The hydrogen isotope composition of seawater and the global water cycle

Long-term evolution of the Earthʹs water cycle is investigated to predict potential variations in the hydrogen stable isotope composition of seawater. Mass balance calculations are used to estimate the δD value of the early ocean before storage of water (about 20% of the present-day size) in the biosphere, cryosphere, sediments, and metamorphic rocks. The early ocean was plausibly deuterium-depleted (δD=−18±6‰) in comparison with the present-day oceans (δD=0‰). A kinetic treatment of the long-term water cycle suggests that hydrogen isotope variations of the oceans may have occurred at a Ga time-scale in response to the imbalance between fluxes of water trapped at ridges and released along subduction zones.
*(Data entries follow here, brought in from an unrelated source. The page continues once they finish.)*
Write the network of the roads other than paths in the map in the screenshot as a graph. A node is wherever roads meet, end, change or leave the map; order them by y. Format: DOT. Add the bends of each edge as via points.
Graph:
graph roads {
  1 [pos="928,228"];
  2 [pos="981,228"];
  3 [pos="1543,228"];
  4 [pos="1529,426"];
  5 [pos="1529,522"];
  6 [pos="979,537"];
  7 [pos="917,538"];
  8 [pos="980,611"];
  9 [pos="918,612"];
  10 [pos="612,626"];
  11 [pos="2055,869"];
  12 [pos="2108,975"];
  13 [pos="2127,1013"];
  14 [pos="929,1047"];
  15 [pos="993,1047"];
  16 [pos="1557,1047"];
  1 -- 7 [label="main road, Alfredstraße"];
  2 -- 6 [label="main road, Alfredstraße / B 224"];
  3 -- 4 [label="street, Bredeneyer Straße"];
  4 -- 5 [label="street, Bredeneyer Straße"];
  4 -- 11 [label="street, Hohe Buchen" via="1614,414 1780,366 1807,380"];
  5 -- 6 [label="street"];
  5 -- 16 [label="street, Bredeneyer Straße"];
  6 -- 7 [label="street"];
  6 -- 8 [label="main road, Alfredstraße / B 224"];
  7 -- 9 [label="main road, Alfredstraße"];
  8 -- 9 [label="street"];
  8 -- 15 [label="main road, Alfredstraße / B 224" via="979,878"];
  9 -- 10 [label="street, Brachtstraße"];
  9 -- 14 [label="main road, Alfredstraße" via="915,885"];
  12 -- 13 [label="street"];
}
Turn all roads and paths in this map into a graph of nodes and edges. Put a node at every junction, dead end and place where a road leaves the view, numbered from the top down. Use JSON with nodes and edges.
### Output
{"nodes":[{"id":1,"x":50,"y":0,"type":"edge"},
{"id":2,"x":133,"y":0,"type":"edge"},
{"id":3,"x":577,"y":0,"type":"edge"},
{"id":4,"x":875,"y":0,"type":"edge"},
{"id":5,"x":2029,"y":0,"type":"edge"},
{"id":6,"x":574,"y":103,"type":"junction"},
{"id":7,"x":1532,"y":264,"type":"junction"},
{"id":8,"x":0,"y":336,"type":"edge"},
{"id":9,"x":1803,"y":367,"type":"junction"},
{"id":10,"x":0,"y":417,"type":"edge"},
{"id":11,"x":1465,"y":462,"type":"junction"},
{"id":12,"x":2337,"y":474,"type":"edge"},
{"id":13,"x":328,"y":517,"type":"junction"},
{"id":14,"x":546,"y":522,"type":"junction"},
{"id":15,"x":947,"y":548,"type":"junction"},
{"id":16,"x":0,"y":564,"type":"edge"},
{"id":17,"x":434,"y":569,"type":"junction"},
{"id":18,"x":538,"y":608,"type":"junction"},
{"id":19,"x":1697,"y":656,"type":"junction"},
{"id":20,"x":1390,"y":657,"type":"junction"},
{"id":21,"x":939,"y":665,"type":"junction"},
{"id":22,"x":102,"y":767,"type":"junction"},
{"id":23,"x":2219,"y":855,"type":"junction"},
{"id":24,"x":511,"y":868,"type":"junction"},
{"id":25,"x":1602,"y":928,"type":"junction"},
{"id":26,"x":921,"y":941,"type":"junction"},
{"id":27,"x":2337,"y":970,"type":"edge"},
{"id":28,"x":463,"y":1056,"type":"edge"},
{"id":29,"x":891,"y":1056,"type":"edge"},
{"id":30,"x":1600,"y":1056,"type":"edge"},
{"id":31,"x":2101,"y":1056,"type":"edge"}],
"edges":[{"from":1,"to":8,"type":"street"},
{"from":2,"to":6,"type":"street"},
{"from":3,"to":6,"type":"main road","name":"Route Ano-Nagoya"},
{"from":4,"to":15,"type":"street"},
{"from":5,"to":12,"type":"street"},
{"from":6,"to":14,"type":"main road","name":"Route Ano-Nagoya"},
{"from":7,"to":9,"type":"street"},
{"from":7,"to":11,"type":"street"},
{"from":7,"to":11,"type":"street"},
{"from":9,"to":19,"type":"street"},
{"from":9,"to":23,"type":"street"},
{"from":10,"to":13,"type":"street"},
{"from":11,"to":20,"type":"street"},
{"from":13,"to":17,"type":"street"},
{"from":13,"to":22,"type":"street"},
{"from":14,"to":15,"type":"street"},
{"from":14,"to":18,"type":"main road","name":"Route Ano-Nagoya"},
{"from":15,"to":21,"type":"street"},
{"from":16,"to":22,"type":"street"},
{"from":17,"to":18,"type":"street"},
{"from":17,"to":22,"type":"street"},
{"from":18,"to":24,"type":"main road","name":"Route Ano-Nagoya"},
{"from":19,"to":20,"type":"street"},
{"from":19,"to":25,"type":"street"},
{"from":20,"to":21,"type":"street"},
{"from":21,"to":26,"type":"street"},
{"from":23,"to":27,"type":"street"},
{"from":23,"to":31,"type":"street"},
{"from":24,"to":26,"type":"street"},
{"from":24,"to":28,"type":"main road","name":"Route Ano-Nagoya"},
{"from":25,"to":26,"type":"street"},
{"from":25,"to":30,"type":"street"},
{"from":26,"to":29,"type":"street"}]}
Two limiting cases are observed: (1) the δD value of the oceans does not exceed a value of +10‰ when the oceanic mass decreases by 20%; and (2) the δD value decreases down to −20‰ for a 20% mass increase of the oceans. An increase in the δD value of the planet via an addition of extraterrestrial water is restricted to 7‰ since 3.5 Ga. The present-day mean D/H ratio of the bulk Earth is calculated to be 149(±3)×10−6. Since the statistical distribution of the D/H ratios in carbonaceous chondrites exhibits a maximum value around 140±10×10−6, it is unlikely that the water D/H ratio was significantly fractionated during Earthʹs accretion relatively to the protosolar water ratio.